More than a decade ago, in 2013, then-Iranian President Hassan Rouhani declared that “Iran’s water shortage is an “historic” issue and can only be resolved through “national will,” — a call that echoed in the empty air of inaction. That same year, Agriculture Minister Issa Kalantari sounded even more desperate: “The water crisis is the main problem that threatens Iran… it is more dangerous than Israel, USA or political fighting among the Iranian elite. If the water issue is not addressed, Iran could become uninhabitable… In 30 years Iran will be a ghost town” Kalantari likely didn’t mean this literally, but today, in 2025, this prediction is closer than ever to realization.

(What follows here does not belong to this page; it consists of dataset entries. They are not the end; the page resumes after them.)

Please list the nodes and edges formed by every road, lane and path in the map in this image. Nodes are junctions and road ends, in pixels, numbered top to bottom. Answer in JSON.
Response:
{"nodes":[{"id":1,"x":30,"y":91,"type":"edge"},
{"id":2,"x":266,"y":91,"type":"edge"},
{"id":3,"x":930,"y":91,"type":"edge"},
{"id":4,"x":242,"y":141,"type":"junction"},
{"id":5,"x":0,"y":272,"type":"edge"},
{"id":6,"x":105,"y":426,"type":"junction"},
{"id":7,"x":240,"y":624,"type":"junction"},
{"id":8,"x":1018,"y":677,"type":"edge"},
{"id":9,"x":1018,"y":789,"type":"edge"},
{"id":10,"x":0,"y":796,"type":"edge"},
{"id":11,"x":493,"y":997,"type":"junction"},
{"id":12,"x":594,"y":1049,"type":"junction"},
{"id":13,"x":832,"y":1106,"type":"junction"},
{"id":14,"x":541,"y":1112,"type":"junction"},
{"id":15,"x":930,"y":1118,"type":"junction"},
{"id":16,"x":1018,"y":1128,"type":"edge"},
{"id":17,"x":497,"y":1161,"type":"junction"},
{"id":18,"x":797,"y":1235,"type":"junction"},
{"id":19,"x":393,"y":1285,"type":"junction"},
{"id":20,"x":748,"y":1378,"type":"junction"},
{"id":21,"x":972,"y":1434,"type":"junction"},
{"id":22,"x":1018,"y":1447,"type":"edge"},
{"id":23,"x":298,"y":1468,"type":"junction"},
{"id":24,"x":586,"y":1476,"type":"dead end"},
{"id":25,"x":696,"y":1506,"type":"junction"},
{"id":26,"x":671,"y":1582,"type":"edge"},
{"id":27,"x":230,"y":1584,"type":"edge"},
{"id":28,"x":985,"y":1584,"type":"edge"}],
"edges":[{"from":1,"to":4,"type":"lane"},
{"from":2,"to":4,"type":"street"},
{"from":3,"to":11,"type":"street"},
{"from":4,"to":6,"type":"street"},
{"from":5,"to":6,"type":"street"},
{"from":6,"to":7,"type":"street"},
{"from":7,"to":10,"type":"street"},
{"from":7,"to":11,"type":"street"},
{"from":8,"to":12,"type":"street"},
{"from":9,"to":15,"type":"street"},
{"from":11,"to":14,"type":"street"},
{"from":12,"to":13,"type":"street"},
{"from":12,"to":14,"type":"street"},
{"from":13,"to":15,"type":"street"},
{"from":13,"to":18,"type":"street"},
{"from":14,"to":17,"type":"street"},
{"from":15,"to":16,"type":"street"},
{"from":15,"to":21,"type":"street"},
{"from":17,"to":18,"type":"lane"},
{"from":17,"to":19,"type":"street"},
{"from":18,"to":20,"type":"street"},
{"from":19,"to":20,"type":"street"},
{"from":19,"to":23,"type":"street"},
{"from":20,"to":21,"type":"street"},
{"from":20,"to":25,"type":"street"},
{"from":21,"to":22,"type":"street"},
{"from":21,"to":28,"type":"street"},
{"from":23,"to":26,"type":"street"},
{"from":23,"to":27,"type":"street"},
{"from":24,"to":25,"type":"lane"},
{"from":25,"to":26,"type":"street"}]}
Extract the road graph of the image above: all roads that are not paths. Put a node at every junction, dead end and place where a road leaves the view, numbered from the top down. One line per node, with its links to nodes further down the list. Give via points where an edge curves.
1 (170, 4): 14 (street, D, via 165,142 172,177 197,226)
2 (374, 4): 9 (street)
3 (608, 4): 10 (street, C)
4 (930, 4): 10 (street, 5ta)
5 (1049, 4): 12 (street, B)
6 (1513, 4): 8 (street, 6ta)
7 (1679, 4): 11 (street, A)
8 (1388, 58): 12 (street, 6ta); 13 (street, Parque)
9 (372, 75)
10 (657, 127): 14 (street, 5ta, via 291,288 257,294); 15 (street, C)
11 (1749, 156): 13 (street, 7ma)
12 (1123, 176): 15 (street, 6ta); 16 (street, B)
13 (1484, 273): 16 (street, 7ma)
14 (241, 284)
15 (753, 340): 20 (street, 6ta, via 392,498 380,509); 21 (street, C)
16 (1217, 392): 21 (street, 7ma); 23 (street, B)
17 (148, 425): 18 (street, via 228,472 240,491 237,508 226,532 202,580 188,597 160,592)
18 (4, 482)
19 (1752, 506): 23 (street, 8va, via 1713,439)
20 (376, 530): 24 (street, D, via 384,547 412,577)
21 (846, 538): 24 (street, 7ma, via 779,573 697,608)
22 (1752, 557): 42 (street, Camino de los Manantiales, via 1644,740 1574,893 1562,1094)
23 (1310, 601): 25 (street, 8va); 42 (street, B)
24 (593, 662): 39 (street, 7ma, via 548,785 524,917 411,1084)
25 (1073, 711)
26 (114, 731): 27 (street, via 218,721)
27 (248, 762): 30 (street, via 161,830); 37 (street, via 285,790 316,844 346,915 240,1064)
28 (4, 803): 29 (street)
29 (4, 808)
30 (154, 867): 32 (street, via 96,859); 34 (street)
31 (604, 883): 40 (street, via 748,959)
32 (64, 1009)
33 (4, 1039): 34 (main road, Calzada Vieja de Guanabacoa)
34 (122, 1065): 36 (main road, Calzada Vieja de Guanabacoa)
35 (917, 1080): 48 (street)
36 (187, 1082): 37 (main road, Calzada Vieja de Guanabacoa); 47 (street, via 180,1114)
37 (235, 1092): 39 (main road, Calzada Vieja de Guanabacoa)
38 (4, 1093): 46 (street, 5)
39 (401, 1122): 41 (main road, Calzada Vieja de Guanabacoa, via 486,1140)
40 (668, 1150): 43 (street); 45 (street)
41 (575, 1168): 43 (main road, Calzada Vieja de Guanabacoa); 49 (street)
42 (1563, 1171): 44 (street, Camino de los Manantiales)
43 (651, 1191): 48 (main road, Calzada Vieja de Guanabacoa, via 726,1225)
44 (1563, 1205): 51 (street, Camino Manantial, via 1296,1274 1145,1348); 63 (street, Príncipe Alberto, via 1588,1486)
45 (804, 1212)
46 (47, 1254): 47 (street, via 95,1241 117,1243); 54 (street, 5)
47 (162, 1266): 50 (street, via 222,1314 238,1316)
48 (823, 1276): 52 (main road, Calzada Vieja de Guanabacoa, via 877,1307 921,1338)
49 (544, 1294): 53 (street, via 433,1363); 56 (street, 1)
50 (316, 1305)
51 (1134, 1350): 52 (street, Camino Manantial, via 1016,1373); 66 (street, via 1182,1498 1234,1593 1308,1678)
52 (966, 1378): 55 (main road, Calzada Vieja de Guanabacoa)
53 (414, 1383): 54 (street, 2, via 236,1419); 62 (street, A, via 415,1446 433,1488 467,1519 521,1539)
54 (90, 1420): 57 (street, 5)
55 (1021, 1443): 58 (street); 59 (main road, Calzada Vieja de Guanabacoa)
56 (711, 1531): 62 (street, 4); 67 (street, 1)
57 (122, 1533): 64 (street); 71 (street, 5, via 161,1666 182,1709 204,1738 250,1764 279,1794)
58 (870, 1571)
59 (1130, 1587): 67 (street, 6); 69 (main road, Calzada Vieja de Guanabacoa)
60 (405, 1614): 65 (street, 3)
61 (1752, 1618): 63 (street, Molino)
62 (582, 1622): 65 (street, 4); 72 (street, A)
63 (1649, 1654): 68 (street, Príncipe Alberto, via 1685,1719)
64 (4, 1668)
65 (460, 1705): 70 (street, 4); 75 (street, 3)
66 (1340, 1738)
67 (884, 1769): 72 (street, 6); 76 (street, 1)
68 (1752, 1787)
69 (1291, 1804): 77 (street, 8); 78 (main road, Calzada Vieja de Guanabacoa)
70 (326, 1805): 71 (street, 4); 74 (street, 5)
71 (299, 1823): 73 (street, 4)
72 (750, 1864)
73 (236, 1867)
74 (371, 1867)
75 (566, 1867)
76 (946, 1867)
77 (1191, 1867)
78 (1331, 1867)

Energy Minister Hamid Chitchian also warned at the time that the model based solely on dam construction had failed: “The water sector’s situation has reached “critical levels.” Past approaches focused on dam construction and increasing storage capacity are no longer appropriate solutions.” However, instead of promoting additional solutions to address the crisis, the regime continued investing in ostentatious infrastructure without environmental coordination.
In 2017, the words were spoken even more harshly by Issa Kalantari, then head of the Environmental Protection Organization: “Not even a foreign enemy ruling this country would have been able to destroy natural resources and the environment, as what has happened in the past years. We have experienced any kind of ecologic disaster within the past four decades. Before this, many of the country’s environmental indicators, such as water, we’re in a good position.” In 2021, parliamentarian Mohammad Reza Asafari from Markazi province also warned of the crisis’s severity and summed it up with disturbing simplicity: “The problem of water shortage in the country, especially in Markazi province, is serious. We will face a serious water crisis soon, and this will create many problems for agriculture and animal husbandry”
End of Angry Prophecies—Beginning of State Collapse?
Today, as public outcry grows and protests over water shortages become common even among residents not identified with the political opposition, it appears that zero hour—when there will be no water in the taps—is no longer a future scenario. It is here. Despite repeated warnings, the systemic, political, and managerial failure of Iran’s Islamic Republic regime has brought the country to the point of no return.
The path to recovery will require not only unprecedented investment in infrastructure but profound consciousness change in the systems of government. As long as the regime continues to treat citizens as the source of the problem and fails to invest genuine efforts in finding solutions and implementing them, the taps will continue to dry up—along with the nation’s hope.